Orthoptic bladder tumor models can be established surgically, transurethrally, or via ultrasound-guided injection into the bladder. The surgical approach is the most invasive, requiring a lower abdominal incision to directly expose the bladder, but allows for precise injection of tumor cells into the bladder wall under direct visualization.14,15 In contrast, the transurethral method involves catheter insertion through the urethra into the bladder lumen, through which a preconditioning agent is typically first administered prior to introduction of tumor cells into the bladder lumen.16,17 The ultrasound-guided approach employs real-time bladder imaging via ultrasound to visualize and direct transabdominal injection of tumor cells into the bladder wall. 18
In this review, we evaluate these common orthotopic bladder tumor implantation techniques, summarize trends over time, and identify associations among implantation technique, implanted models, and experimental outcomes. Furthermore, based on key findings and limitations identified by our analyses, we optimized a surgical implantation approach to improve efficiency and reproducibility of an orthotopic preclinical model of bladder cancer.
Evidence acquisition
Study selection
PubMed was utilized to search the available published literature over a period spanning 2013 through 2023 for articles pertaining to orthotopic implantation of tumors into mice or rat bladders for research purposes. The search was performed using the query “(bladder cancer) AND (orthotopic) AND (mouse model)”. A total of 254 studies were identified using this approach. Two authors (TH and VD) independently reviewed each study and filtered using the PRISMA approach (Figure 1). 19 Studies were included if they reported data on orthotopic tumor implantation rate (Supplementary Table 1).
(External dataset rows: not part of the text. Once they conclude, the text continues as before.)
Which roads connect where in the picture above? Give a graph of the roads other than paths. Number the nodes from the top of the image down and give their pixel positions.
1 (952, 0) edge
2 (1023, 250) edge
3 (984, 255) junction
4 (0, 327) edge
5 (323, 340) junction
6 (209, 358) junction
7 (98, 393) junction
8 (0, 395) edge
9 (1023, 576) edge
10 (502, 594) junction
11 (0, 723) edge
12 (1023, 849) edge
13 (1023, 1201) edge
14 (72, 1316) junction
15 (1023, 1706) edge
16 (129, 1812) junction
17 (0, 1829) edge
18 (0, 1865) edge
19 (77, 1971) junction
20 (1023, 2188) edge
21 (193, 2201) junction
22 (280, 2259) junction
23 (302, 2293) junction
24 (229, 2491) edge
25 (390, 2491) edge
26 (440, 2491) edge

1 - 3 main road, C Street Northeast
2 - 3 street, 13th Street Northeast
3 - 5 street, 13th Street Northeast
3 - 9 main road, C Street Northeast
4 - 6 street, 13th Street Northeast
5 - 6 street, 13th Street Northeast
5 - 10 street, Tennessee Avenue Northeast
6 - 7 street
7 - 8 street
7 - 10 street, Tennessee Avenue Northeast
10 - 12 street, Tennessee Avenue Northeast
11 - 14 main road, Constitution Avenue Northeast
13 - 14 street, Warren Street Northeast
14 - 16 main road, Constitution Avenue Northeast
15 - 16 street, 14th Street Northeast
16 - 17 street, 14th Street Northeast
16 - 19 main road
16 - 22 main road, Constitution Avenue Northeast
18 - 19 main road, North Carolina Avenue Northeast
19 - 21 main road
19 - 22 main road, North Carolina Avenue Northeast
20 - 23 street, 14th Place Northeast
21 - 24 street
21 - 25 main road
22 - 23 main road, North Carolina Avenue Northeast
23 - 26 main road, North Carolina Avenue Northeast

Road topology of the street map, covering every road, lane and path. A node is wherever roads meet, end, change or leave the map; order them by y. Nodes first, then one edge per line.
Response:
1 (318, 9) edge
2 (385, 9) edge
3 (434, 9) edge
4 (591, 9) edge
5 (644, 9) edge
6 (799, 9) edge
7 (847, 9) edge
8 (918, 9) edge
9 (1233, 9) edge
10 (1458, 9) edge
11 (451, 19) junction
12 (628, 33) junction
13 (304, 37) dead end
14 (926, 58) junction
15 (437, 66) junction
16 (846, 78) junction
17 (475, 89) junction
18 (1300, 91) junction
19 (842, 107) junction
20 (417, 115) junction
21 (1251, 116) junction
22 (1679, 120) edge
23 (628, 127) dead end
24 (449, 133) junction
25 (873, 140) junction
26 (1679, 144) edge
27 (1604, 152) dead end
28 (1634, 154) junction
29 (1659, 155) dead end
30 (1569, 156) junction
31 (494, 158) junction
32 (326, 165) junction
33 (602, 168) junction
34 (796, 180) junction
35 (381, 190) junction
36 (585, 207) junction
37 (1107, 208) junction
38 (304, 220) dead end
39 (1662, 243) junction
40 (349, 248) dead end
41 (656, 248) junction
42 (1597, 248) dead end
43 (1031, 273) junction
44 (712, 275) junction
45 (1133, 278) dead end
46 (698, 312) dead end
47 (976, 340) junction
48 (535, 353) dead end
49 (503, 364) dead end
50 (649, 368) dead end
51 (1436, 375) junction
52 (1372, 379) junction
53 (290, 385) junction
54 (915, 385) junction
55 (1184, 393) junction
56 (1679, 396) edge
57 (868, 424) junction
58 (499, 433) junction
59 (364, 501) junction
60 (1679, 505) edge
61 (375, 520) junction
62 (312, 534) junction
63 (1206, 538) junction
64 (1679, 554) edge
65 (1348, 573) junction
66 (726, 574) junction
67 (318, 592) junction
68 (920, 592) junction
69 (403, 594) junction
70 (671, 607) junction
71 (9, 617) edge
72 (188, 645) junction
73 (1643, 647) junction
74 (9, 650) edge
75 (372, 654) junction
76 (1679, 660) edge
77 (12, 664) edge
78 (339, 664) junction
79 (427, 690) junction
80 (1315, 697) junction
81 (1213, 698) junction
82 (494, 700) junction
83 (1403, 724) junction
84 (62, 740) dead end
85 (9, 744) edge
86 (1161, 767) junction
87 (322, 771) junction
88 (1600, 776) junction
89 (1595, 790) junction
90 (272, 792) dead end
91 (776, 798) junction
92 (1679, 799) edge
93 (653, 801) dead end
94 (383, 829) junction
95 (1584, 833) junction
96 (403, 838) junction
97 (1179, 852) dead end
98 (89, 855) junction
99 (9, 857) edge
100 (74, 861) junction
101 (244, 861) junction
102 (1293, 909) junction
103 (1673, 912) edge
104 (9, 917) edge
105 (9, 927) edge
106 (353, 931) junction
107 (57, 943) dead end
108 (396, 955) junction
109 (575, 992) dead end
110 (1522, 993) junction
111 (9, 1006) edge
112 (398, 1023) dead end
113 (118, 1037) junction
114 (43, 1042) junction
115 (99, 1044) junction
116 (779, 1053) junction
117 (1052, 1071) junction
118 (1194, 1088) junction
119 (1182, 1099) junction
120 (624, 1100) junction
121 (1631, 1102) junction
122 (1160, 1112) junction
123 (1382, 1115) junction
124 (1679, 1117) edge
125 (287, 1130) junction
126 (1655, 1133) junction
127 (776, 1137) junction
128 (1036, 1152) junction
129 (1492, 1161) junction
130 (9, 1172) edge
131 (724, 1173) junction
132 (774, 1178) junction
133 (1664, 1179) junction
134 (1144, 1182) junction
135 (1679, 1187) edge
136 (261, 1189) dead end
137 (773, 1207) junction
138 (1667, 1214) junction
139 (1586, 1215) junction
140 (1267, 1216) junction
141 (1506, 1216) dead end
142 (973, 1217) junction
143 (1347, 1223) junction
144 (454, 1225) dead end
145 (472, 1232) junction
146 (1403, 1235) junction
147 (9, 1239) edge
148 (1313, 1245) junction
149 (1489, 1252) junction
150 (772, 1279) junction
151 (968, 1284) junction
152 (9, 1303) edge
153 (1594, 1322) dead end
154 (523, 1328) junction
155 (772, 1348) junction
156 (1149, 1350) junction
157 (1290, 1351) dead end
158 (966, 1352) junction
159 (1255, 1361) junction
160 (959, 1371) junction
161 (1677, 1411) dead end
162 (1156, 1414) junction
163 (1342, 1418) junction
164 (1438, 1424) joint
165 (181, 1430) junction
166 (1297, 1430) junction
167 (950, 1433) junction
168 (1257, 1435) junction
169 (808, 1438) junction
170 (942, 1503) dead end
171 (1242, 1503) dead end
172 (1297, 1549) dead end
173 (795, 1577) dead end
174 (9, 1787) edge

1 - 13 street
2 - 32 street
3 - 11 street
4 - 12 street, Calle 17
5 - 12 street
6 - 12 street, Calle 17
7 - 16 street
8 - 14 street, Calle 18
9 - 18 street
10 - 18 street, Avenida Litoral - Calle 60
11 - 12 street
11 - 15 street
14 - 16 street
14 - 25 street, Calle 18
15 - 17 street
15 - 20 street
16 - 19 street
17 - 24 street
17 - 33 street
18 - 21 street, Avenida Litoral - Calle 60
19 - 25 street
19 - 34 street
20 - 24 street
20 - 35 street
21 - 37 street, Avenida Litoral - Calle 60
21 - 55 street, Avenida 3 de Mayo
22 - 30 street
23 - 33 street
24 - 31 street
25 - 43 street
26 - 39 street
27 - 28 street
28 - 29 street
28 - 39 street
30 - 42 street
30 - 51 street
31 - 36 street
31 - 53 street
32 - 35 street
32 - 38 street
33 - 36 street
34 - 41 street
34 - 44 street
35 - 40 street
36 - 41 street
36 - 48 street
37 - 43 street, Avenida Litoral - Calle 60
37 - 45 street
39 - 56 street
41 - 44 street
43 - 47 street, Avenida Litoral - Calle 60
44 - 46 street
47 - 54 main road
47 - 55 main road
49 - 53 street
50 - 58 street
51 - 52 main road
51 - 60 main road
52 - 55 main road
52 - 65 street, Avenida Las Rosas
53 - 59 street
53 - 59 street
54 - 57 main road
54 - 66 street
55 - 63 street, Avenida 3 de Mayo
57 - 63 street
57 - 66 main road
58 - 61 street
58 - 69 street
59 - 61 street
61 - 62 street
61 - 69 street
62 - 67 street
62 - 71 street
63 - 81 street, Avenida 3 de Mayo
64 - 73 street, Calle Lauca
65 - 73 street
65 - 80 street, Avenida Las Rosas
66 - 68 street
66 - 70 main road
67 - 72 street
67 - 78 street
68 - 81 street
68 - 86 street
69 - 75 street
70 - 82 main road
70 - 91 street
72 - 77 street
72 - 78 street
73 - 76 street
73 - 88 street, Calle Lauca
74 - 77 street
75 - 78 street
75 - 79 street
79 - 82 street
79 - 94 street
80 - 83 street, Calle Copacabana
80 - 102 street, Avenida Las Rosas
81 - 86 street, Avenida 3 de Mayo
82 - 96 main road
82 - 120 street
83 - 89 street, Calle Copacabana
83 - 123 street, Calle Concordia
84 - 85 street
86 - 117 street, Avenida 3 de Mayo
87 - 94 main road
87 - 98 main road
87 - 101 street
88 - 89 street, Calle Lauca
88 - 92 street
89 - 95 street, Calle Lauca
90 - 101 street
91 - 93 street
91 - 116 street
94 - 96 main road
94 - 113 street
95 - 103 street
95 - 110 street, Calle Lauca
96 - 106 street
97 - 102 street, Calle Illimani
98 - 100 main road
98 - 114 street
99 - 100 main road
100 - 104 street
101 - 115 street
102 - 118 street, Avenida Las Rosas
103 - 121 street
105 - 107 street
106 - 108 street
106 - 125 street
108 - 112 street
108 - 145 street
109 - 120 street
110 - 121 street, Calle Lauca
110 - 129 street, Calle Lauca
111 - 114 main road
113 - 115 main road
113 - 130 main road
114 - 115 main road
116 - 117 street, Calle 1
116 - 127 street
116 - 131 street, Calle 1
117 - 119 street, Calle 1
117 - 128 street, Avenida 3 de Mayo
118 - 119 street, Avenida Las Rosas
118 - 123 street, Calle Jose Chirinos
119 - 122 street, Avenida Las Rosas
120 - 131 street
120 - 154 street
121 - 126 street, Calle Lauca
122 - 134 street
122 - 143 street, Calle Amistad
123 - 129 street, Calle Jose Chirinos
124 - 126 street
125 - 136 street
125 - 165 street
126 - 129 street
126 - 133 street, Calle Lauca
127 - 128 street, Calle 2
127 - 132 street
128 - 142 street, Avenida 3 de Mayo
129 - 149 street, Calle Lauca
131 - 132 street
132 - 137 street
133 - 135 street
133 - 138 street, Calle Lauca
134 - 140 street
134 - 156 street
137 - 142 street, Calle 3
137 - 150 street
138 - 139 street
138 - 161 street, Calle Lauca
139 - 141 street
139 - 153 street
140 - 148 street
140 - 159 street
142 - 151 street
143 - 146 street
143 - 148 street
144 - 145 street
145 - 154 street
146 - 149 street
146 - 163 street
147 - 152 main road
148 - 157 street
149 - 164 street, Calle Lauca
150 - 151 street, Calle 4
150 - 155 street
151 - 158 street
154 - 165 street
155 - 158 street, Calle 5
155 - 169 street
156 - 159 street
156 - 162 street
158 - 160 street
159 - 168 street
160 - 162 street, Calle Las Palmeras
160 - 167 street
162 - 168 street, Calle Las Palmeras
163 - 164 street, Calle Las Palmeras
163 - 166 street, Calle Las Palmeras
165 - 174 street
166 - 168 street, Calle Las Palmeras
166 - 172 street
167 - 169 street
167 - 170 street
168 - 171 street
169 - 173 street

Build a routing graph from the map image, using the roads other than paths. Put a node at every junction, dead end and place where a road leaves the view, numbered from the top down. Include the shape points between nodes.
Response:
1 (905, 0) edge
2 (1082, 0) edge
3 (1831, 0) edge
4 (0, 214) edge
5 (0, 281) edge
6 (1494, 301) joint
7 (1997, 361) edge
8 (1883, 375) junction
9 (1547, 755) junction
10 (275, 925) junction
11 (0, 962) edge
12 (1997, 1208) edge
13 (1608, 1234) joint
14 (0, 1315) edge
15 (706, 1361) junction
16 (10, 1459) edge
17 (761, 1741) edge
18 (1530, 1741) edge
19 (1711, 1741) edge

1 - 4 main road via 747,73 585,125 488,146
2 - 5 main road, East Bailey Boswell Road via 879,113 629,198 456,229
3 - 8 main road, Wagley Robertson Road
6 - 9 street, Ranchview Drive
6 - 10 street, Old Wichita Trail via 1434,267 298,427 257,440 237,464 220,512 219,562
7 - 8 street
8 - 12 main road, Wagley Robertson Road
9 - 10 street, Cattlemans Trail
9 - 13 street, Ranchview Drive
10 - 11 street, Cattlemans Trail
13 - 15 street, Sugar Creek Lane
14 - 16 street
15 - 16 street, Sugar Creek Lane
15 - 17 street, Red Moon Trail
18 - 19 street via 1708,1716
Other data including metastatic rate, overall survival in implanted mice and/or rat, the primary aim of the study, strain of mouse and/or rat, and bladder cancer cell line details were collected when available.

PRISMA study outline.
Orthotopic surgical implantation
All experiments were performed in accordance with the Dana-Farber Cancer Institute (DFCI) IACUC guidelines at the DFCI Longwood Center Animal Resource Facility under an approved protocol. Six-week-old female C57BL/6 (JAX 000664-B6) and NuJ (JAX 002019) mice were purchased from Jackson Laboratories. Mice were anesthetized using isoflurane. The fur overlying the lower abdomen was clipped and the surgical field was prepared with Betadine and alcohol swabs. The mouse was then moved to the sterile surgical field and placed in a supine position on a surgical chuck with heat support provided via a warming pad. The anesthesia nose cone was securely placed, and limbs were secured with surgical tape. The skin and abdominal wall were incised through a ∼1 cm lower midline incision, and forceps were used to expose the bladder. Urine was expelled from the bladder by gentle pressure. A 1:1 mixture of Matrigel (Corning) and bladder cancer cell line suspension in PBS was created with a final concentration of ∼2 × 106 cells in 10 microliters. Cell lines tested were BBN963, 20 a mouse bladder cancer cell line and KU19-19, 21 a commercially available human bladder cancer cell line which has been modified to stably express luciferase. 22 Curved forceps were used to grasp the edge of the bladder and guide a 30 gauge needle into the muscle wall and the cell mixture was gently injected. The bladder was then placed back into the abdomen and the abdominal wall was closed with 4-0 Vicryl sutures and the outer skin was closed with wound clips. Mice were administered subcutaneous Ethiqa XR in the neck tuft for analgesia following surgery and then placed in a clean cage with a heating pad and monitored until fully awake. Following tumor cell injection, bladders were imaged every three days by ultrasound using a Vevo 3100 instrument as well as by bioluminenscence (BLI) using an IVIS Spectrum 2 In Vivo Imaging System (Revvity; for KU19-19 model) . Tumor growth data was analyzed using GraphPad PRISM v10. Unpaired Student's t-tests were used to compare groups and p < 0.05 was considered to be statistically significant. At necropsy, bladders containing orthotopic tumors were harvested and fixed as 5 µm formalin-fixed paraffin embedded (FFPE) tissue sections mounted on glass slides. Sections were stained with hemotoxylin and eosin (H&E) using standard protocols and evaluated at the Dana-Farber Cancer Institute (DFCI) pathology core facility.
Evidence synthesis
Orthotopic tumor Introduction techniques
Transurethral tumor instillation was the most common orthotopic tumor introduction method reported between 2013 and 2023 and was used in 72% of studies (Figure 2A). Surgical implantation and ultrasound-guided injection were used in 22% and 6% of reported studies, respectively (Figure 2B). The tumor take rate was significantly lower in studies using the transurethral instillation approach compared to the ultrasound-guided approach (p = 0.016), but not the surgical approach (Figure 2C). Female C57BL/6 and female athymic mice were the most commonly used recipient strains for orthotopically transplanted mouse and human cell lines, respectively (Figure 2D).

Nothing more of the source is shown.